=== Dataset excerpts ===
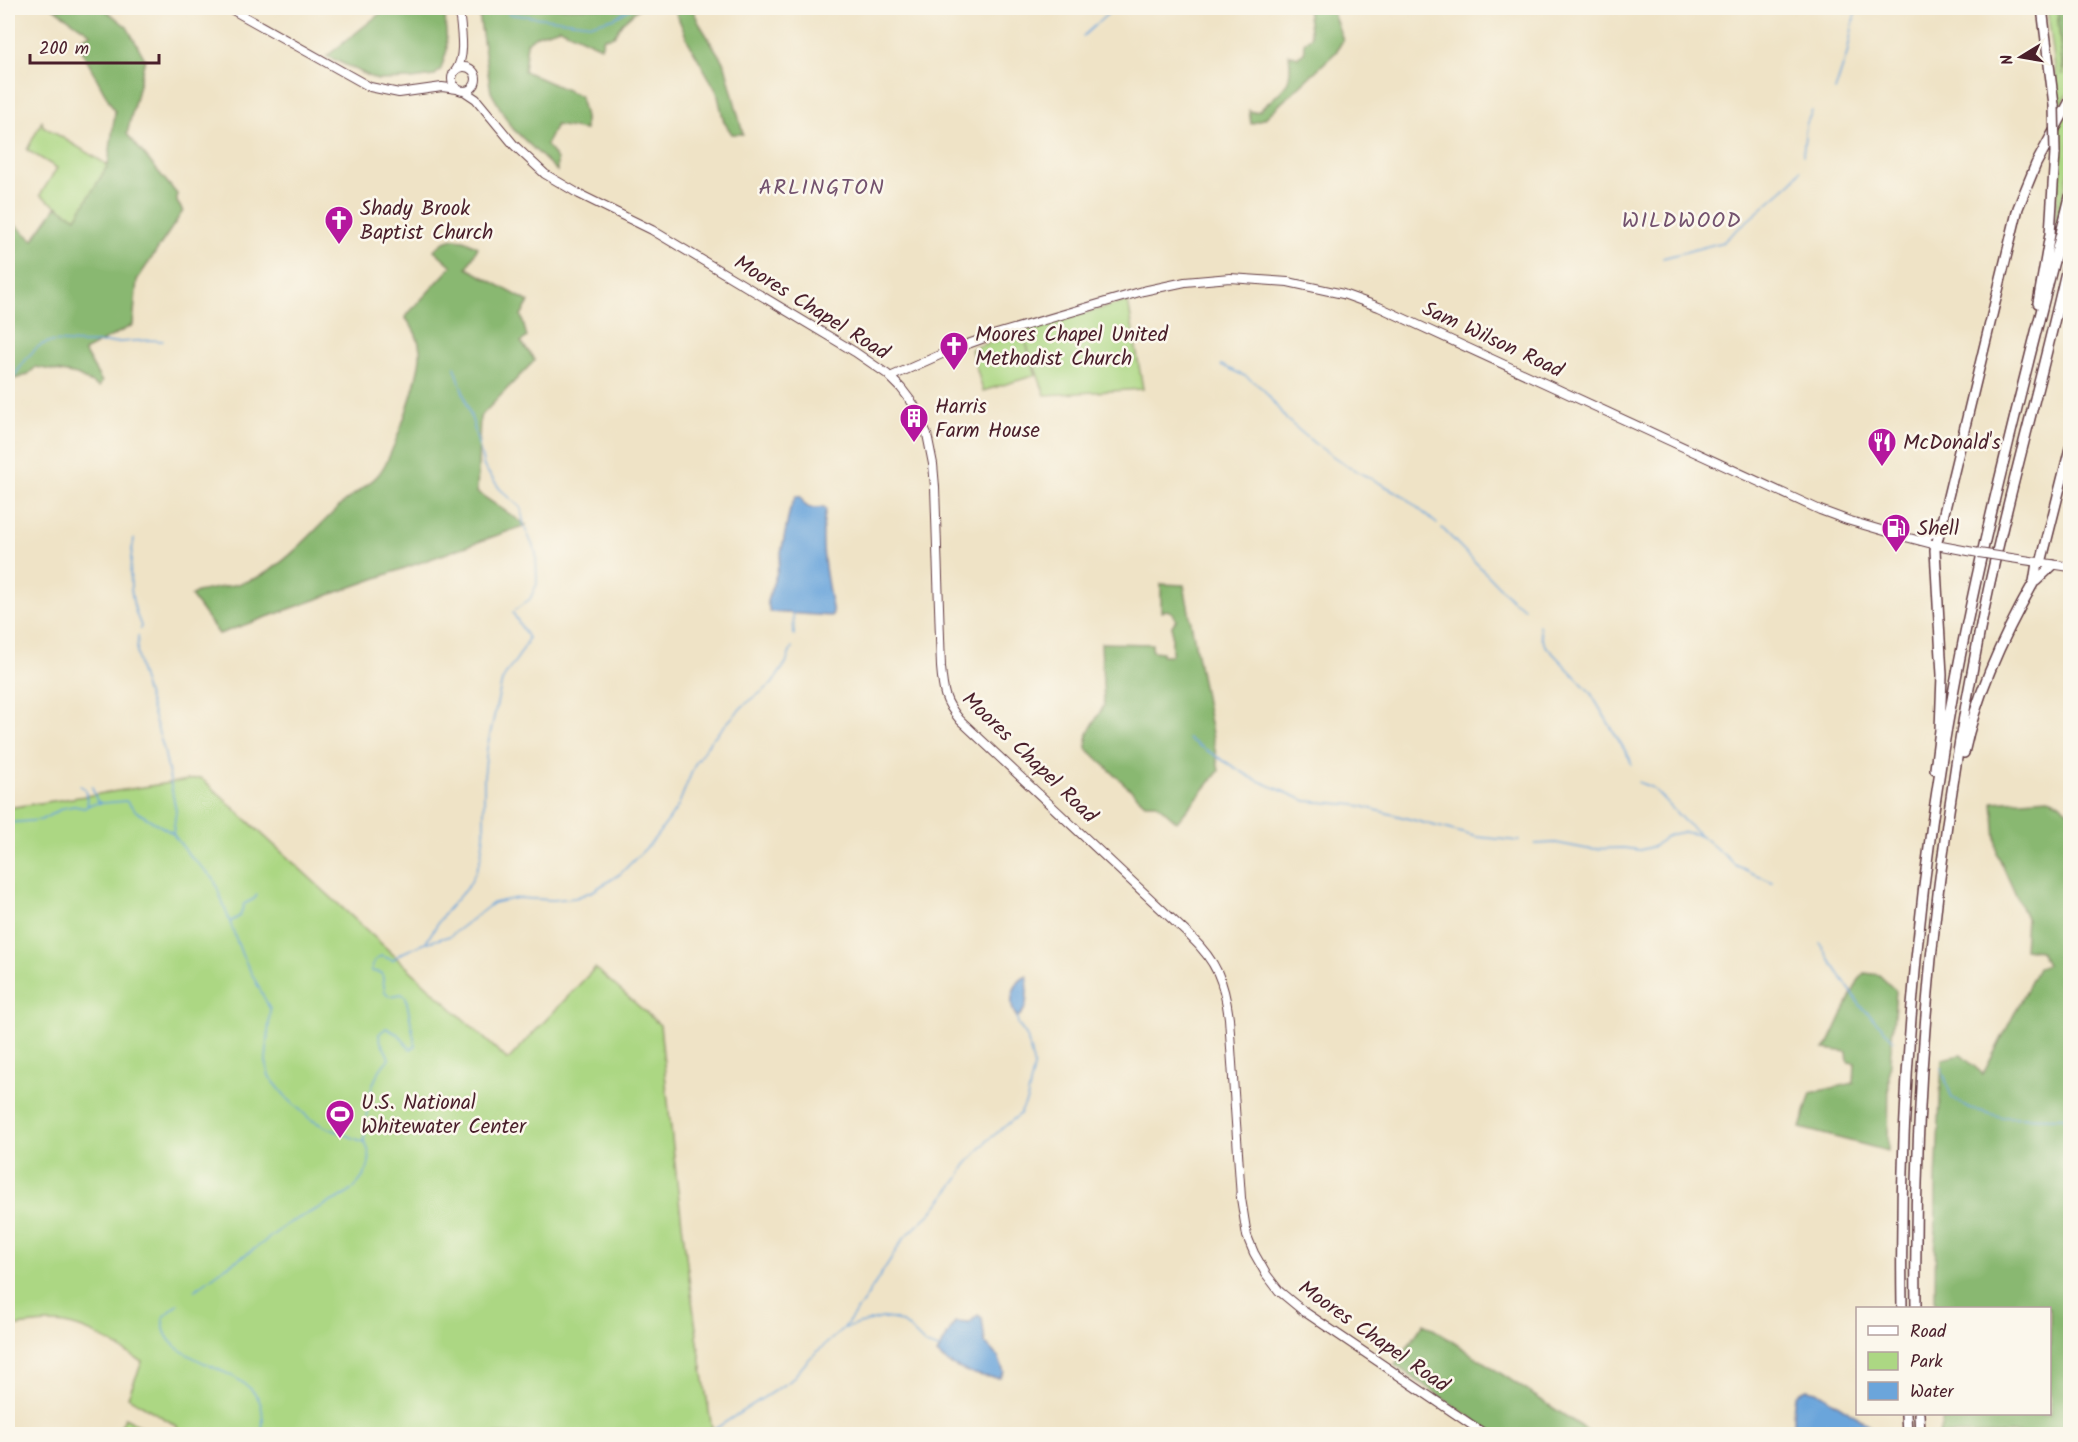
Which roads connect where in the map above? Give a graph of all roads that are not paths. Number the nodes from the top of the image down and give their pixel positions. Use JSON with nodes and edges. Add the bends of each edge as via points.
{"nodes":[{"id":1,"x":229,"y":8,"type":"edge"},
{"id":2,"x":459,"y":8,"type":"edge"},
{"id":3,"x":2042,"y":8,"type":"edge"},
{"id":4,"x":462,"y":53,"type":"junction"},
{"id":5,"x":470,"y":69,"type":"junction"},
{"id":6,"x":454,"y":73,"type":"junction"},
{"id":7,"x":475,"y":83,"type":"junction"},
{"id":8,"x":442,"y":87,"type":"junction"},
{"id":9,"x":460,"y":90,"type":"junction"},
{"id":10,"x":476,"y":99,"type":"junction"},
{"id":11,"x":2070,"y":100,"type":"edge"},
{"id":12,"x":2070,"y":197,"type":"edge"},
{"id":13,"x":2070,"y":254,"type":"edge"},
{"id":14,"x":2070,"y":273,"type":"edge"},
{"id":15,"x":2059,"y":306,"type":"junction"},
{"id":16,"x":890,"y":376,"type":"junction"},
{"id":17,"x":2013,"y":426,"type":"junction"},
{"id":18,"x":2070,"y":448,"type":"edge"},
{"id":19,"x":1943,"y":512,"type":"junction"},
{"id":20,"x":1922,"y":540,"type":"junction"},
{"id":21,"x":1936,"y":545,"type":"junction"},
{"id":22,"x":2039,"y":563,"type":"junction"},
{"id":23,"x":2053,"y":565,"type":"junction"},
{"id":24,"x":2070,"y":567,"type":"edge"},
{"id":25,"x":2034,"y":582,"type":"junction"},
{"id":26,"x":1951,"y":795,"type":"junction"},
{"id":27,"x":1927,"y":870,"type":"junction"},
{"id":28,"x":1902,"y":1307,"type":"edge"},
{"id":29,"x":1916,"y":1307,"type":"edge"},
{"id":30,"x":1906,"y":1415,"type":"edge"},
{"id":31,"x":1919,"y":1415,"type":"edge"},
{"id":32,"x":1485,"y":1434,"type":"edge"},
{"id":33,"x":1906,"y":1434,"type":"edge"},
{"id":34,"x":1920,"y":1434,"type":"edge"}],
"edges":[{"from":1,"to":8,"type":"main road","via":[[370,87],[399,93]]},
{"from":2,"to":4,"type":"main road"},
{"from":3,"to":17,"type":"highway","bridge":true,"via":[[2054,105],[2052,212]]},
{"from":4,"to":5,"type":"main road"},
{"from":4,"to":6,"type":"main road"},
{"from":5,"to":6,"type":"main road","via":[[462,67]]},
{"from":5,"to":7,"type":"main road"},
{"from":6,"to":8,"type":"main road"},
{"from":6,"to":9,"type":"main road","via":[[452,82]]},
{"from":7,"to":9,"type":"main road","via":[[471,89]]},
{"from":7,"to":10,"type":"main road"},
{"from":8,"to":9,"type":"main road"},
{"from":9,"to":10,"type":"main road","name":"Moores Chapel Road"},
{"from":10,"to":16,"type":"main road","name":"Moores Chapel Road","via":[[514,145],[545,174],[652,230]]},
{"from":11,"to":19,"type":"highway","via":[[2018,208]]},
{"from":12,"to":17,"type":"highway"},
{"from":13,"to":15,"type":"highway"},
{"from":14,"to":15,"type":"highway"},
{"from":15,"to":26,"type":"highway","via":[[1991,578]]},
{"from":16,"to":20,"type":"main road","name":"Sam Wilson Road","via":[[968,343],[1143,291],[1209,279],[1288,282],[1379,307],[1820,510]]},
{"from":16,"to":32,"type":"main road","name":"Moores Chapel Road","via":[[914,405],[930,446],[941,667],[948,705],[1190,936],[1218,972],[1229,1018],[1242,1208],[1247,1236],[1260,1266],[1279,1291],[1302,1310]]},
{"from":17,"to":27,"type":"highway","via":[[1965,632]]},
{"from":18,"to":22,"type":"highway"},
{"from":19,"to":20,"type":"highway","via":[[1935,529]]},
{"from":19,"to":21,"type":"highway"},
{"from":20,"to":21,"type":"main road","name":"Sam Wilson Road"},
{"from":21,"to":22,"type":"main road","name":"Sam Wilson Road","bridge":true},
{"from":21,"to":27,"type":"highway","via":[[1942,692]]},
{"from":22,"to":23,"type":"main road","name":"Sam Wilson Road"},
{"from":22,"to":25,"type":"highway"},
{"from":23,"to":24,"type":"main road","name":"Sam Wilson Road"},
{"from":23,"to":25,"type":"highway"},
{"from":25,"to":26,"type":"highway","via":[[1981,690]]},
{"from":26,"to":29,"type":"highway","via":[[1923,1050]]},
{"from":27,"to":28,"type":"highway","via":[[1906,1113]]},
{"from":30,"to":33,"type":"highway"},
{"from":31,"to":34,"type":"highway"}]}
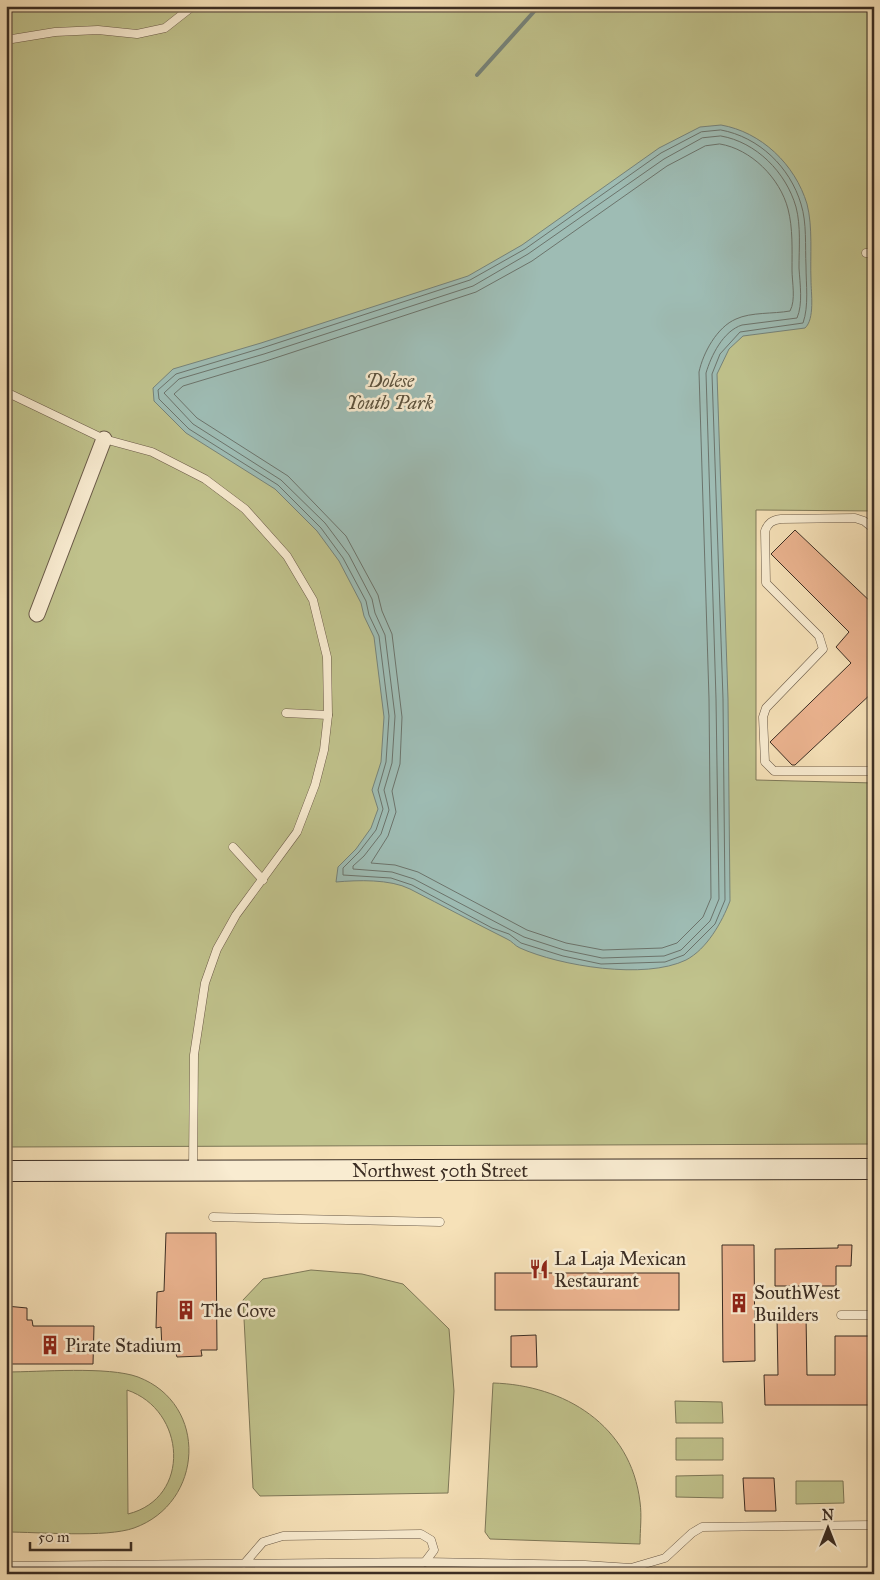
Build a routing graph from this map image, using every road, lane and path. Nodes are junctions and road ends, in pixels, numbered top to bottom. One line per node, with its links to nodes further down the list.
1 (193, 6): 2 (lane)
2 (6, 40)
3 (6, 392): 4 (lane)
4 (104, 438): 6 (street); 8 (lane)
5 (874, 529): 9 (lane)
6 (38, 614)
7 (286, 713): 8 (lane)
8 (328, 715): 11 (lane)
9 (874, 771)
10 (233, 847): 11 (lane)
11 (263, 880): 13 (lane)
12 (874, 1169): 13 (main road, Northwest 50th Street)
13 (193, 1170): 14 (main road, Northwest 50th Street)
14 (6, 1171)
15 (213, 1217): 16 (lane)
16 (440, 1222)
17 (841, 1315): 18 (lane)
18 (874, 1315)
19 (874, 1525): 20 (lane)
20 (426, 1562): 21 (lane); 21 (lane)
21 (244, 1564): 22 (lane)
22 (6, 1566)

=== Work instruction ===
Some lines above hold the word "with". Copy all of them.

=== Response below ===
Which roads connect where in the map above? Give a graph of all roads that are not paths. Number the nodes from the top of the image down and give their pixel positions. Use JSON with nodes and edges. Add the bends of each edge as via points.
Build a routing graph from this map image, using every road, lane and path. Nodes are junctions and road ends, in pixels, numbered top to bottom. One line per node, with its links to nodes further down the list.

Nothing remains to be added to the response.